Although CAFs have been shown to demonstrate enhanced proliferation capacity, increased migration, and the ability to enhance tumor growth in co-culture experiments, very little is known about the molecular mechanisms regulating their hyper-proliferative phenotype.14,15 Here, we show that Cav-1 levels are decreased in CAFs, when compared to matching normal fibroblasts (NFs) from the same patient. Additionally, we functionally demonstrate that loss of Cav-1 plays a key role in maintaining the hyper-proliferative phenotype of CAFs. Thus, understanding the role of Cav-1 in the proliferation of CAFs could be an important new step in the development of novel therapeutic strategies targeting the tumor micro-environment.

Results

Breast tissue and tumor morphology following surgical resection

In order to visualize the reactive stroma in breast tumors removed from breast cancer patients, hematoxylin and eosin (H&E) staining was performed on each tumor, and compared with matching normal adjacent tissue from the same patient. A representative example is shown in Figure 1A. Briefly, these H&E stained sections show (i) a normal mammary duct surrounded by normal stroma (upper) and (ii) an invasive tumor surrounded by reactive stroma, with an increased population of fibroblasts (lower).

Figure 1.

Figure 1.

Morphology of breast tissue and mammary stromal fibroblasts. (A) Representative images of H&E stained sections from the tissues used to generate the primary cultures of breast stromal fibroblasts are shown. Upper and lower panels correspond to normal breast tissue and invasive ductal carcinoma (IDC), respectively. The stroma surrounding the invasive ductal carcinoma is highly reactive, containing many fibroblasts, as demonstrated by small and numerous hematoxylin-stained nuclei. All tumors were matched with normal tissue from the same patient. Images were taken with a 20x objective using an Olympus BX51 microscope, a Qimaging Micropublisher 5.0 camera and iVision software. (B) Phase images of primary cultures of fibroblasts isolated from invasive ductal carcinomas (lower) and matching fibroblasts from adjacent normal breast tissue (upper) of the same patient. Fibroblasts isolated from the breast tumor appear more elongated and spindle-shaped. Images were taken at 10x.

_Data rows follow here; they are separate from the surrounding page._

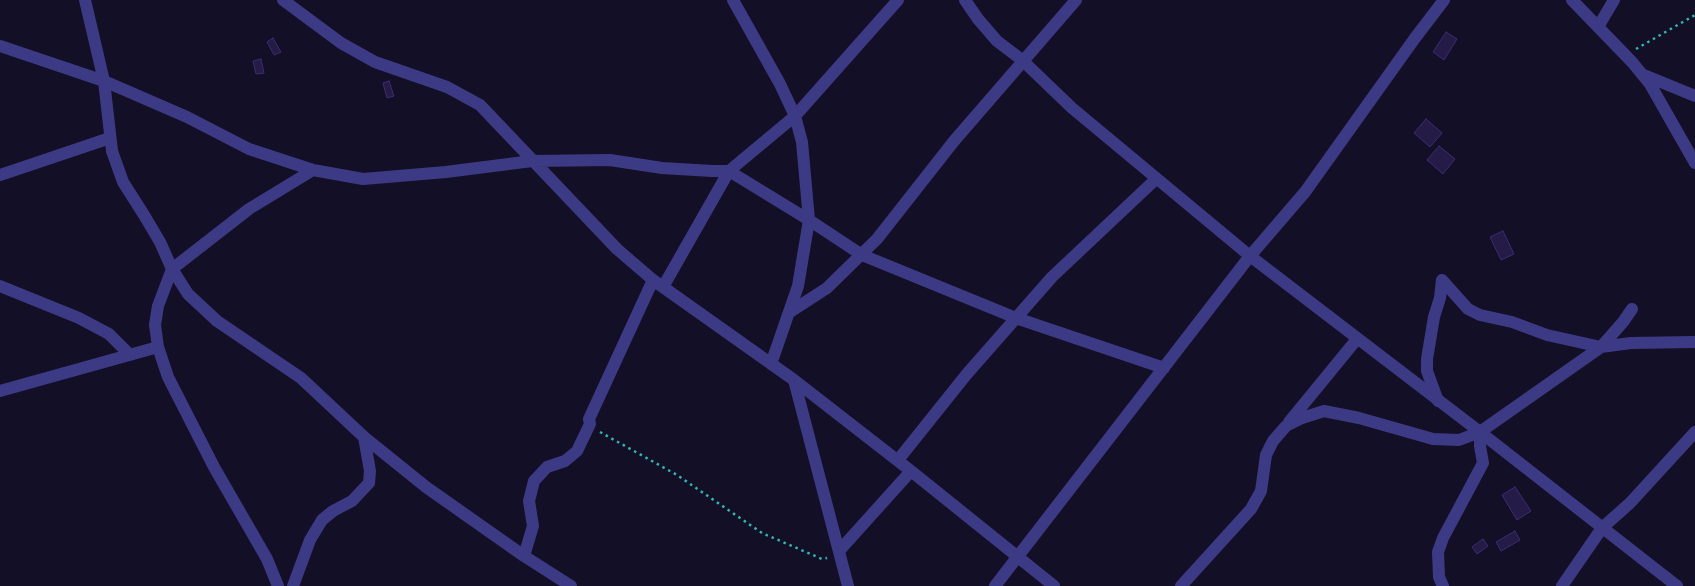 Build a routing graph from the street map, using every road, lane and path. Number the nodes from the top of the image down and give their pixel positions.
1 (284, 0) edge
2 (733, 0) edge
3 (898, 0) edge
4 (965, 0) edge
5 (1076, 0) edge
6 (1444, 0) edge
7 (1572, 0) edge
8 (1614, 0) edge
9 (88, 1) edge
10 (1695, 15) edge
11 (1598, 27) junction
12 (0, 46) edge
13 (1626, 55) junction
14 (1022, 60) junction
15 (1642, 74) junction
16 (104, 81) junction
17 (1695, 96) edge
18 (795, 116) junction
19 (110, 138) junction
20 (1695, 159) edge
21 (532, 160) junction
22 (313, 170) junction
23 (730, 171) junction
24 (0, 175) edge
25 (1156, 179) junction
26 (809, 220) junction
27 (862, 256) junction
28 (1250, 256) junction
29 (172, 269) junction
30 (658, 283) junction
31 (0, 286) edge
32 (1632, 309) dead end
33 (790, 312) junction
34 (1016, 318) junction
35 (1357, 339) junction
36 (1695, 342) edge
37 (158, 347) junction
38 (1601, 347) junction
39 (130, 355) junction
40 (771, 364) junction
41 (1164, 368) junction
42 (794, 380) junction
43 (0, 390) edge
44 (1438, 402) junction
45 (590, 424) junction
46 (1286, 426) junction
47 (1480, 432) junction
48 (1695, 432) edge
49 (364, 437) junction
50 (898, 460) junction
51 (911, 471) junction
52 (1602, 528) junction
53 (839, 551) junction
54 (524, 556) junction
55 (1018, 556) junction
56 (278, 586) edge
57 (293, 586) edge
58 (571, 586) edge
59 (848, 586) edge
60 (995, 586) edge
61 (1054, 586) edge
62 (1181, 586) edge
63 (1443, 586) edge
64 (1562, 586) edge
65 (1677, 586) edge

1 - 21 street
2 - 18 street
3 - 18 street
4 - 14 street
5 - 14 street
6 - 28 street
7 - 11 street
8 - 11 street
9 - 16 street
10 - 13 path
11 - 13 street
12 - 16 street
13 - 15 street
14 - 25 street
14 - 27 street
15 - 17 street
15 - 20 street
16 - 19 street
16 - 22 street
18 - 23 street
18 - 26 street
19 - 24 street
19 - 29 street
21 - 22 street
21 - 23 street
21 - 30 street
22 - 29 street
23 - 26 street
23 - 30 street
25 - 28 street
25 - 34 street
26 - 27 street
26 - 33 street
27 - 33 street
27 - 34 street
28 - 35 street
28 - 41 street
29 - 37 street
29 - 49 street
30 - 40 street
30 - 45 street
31 - 39 street
32 - 38 street
33 - 40 street
34 - 41 street
34 - 50 street
35 - 44 street
35 - 46 street
36 - 38 street
37 - 39 street
37 - 56 street
38 - 44 street
38 - 47 street
39 - 43 street
40 - 42 street
41 - 55 street
42 - 50 street
42 - 53 street
44 - 47 street
45 - 53 path
45 - 54 street
46 - 47 street
46 - 62 street
47 - 52 street
47 - 63 street
48 - 52 street
49 - 54 street
49 - 57 street
50 - 51 street
51 - 53 street
51 - 55 street
52 - 64 street
52 - 65 street
53 - 59 street
54 - 58 street
55 - 60 street
55 - 61 street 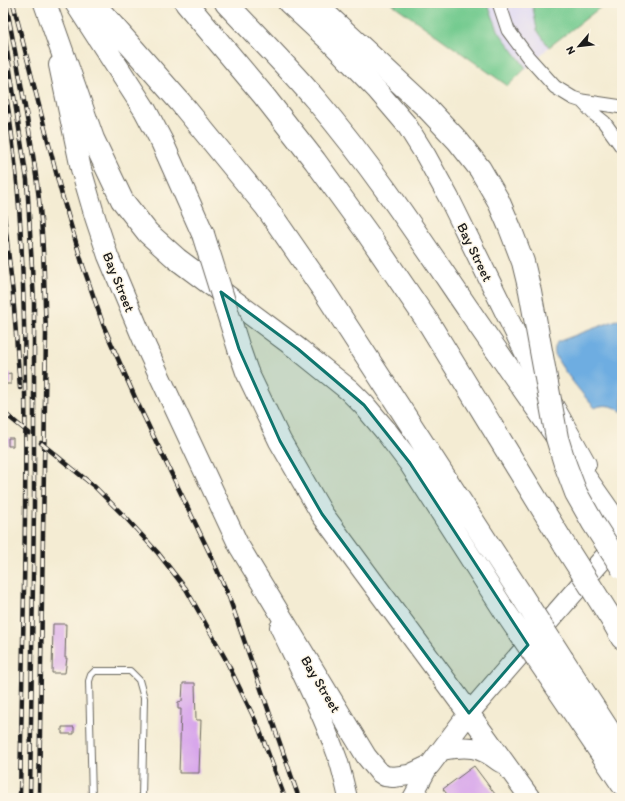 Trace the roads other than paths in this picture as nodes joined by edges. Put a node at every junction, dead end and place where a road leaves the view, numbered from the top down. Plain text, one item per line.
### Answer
1 (45, 3) edge
2 (76, 3) edge
3 (186, 3) edge
4 (226, 3) edge
5 (288, 3) edge
6 (314, 3) edge
7 (499, 3) edge
8 (98, 8) edge
9 (582, 102) junction
10 (622, 107) edge
11 (622, 148) edge
12 (622, 529) edge
13 (622, 537) edge
14 (239, 546) junction
15 (622, 568) edge
16 (617, 629) edge
17 (555, 667) junction
18 (469, 713) junction
19 (442, 750) junction
20 (622, 751) edge
21 (430, 766) junction
22 (511, 771) junction
23 (622, 784) edge
24 (92, 798) edge
25 (142, 798) edge
26 (348, 798) edge
27 (412, 798) edge
28 (530, 798) edge

1 - 14 main road, Bay Street
1 - 17 highway, bridge
2 - 18 highway, bridge
3 - 16 highway, bridge
4 - 12 highway
5 - 12 main road, Bay Street
6 - 15 highway, bridge
7 - 9 street
8 - 17 highway, bridge
9 - 10 street
9 - 11 street
13 - 18 main road
14 - 21 main road, Bay Street
14 - 26 street, Bay Street
17 - 20 highway
17 - 23 highway
18 - 19 main road
18 - 22 main road
19 - 21 main road
19 - 22 main road
21 - 27 street
22 - 28 main road
24 - 25 lane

Morphology of primary cultures of normal fibroblasts (NFs) and cancer-associated fibroblasts (CAFs)

Primary fibroblast cell cultures were generated from the tissues obtained after surgical resection of the breast tumor masses from 11 female patients with invasive ductal carcinoma (IDC). Figure 1B shows phase images of normal mammary fibroblasts (NFs) isolated from unaffected adjacent tissue (upper) and cancer-associated fibroblasts (CAFs) isolated from the mammary tumor mass (lower). Interestingly, CAFs are more numerous and appear elongated as compared to NFs, suggestive of a transformed phenotype.

Caveolin-1 protein levels are decreased in CAFs, consistent with a transformed phenotype

Loss of Cav-1 protein expression has been shown to be a marker of oncogenic transformation in fibroblasts.9,10 Thus, we next subjected CAFs and matched NFs from the same patient to Western blot analysis with anti-Cav-1 IgG. The results are shown in Figure 2.

Figure 2.

Figure 2.

Downregulation of Cav-1 protein levels in CAFs versus NFs. (A) Fold changes in Cav-1 protein expression in CAFs vs. NFs generated from 11 breast cancer patients. Patient results were divided into three groups: (A), loss of Cav-1 expression; (B), no change in Cav-1 expression; and (C), increased Cav-1 expression. Note that most of the tumor-associated fibroblasts (from 8 of 11 patients) had a reduction in Cav-1 expression (n = 8), while one had no change, and two showed an increase. Thus, we focused our efforts on the patients showing a loss of Cav-1 expression. G corresponds to group and N to number of patients. (B) Immunoblot analysis of Cav-1 expression shows a decrease in Cav-1 levels in cancer-associated fibroblasts (C) when compared to adjacent normal fibroblasts (N). All the tumors analyzed had a matched normal tissue control from the same patient. β-actin was used as a loading control to assure equal loading. 30 μg of total protein lysate was loaded in each lane.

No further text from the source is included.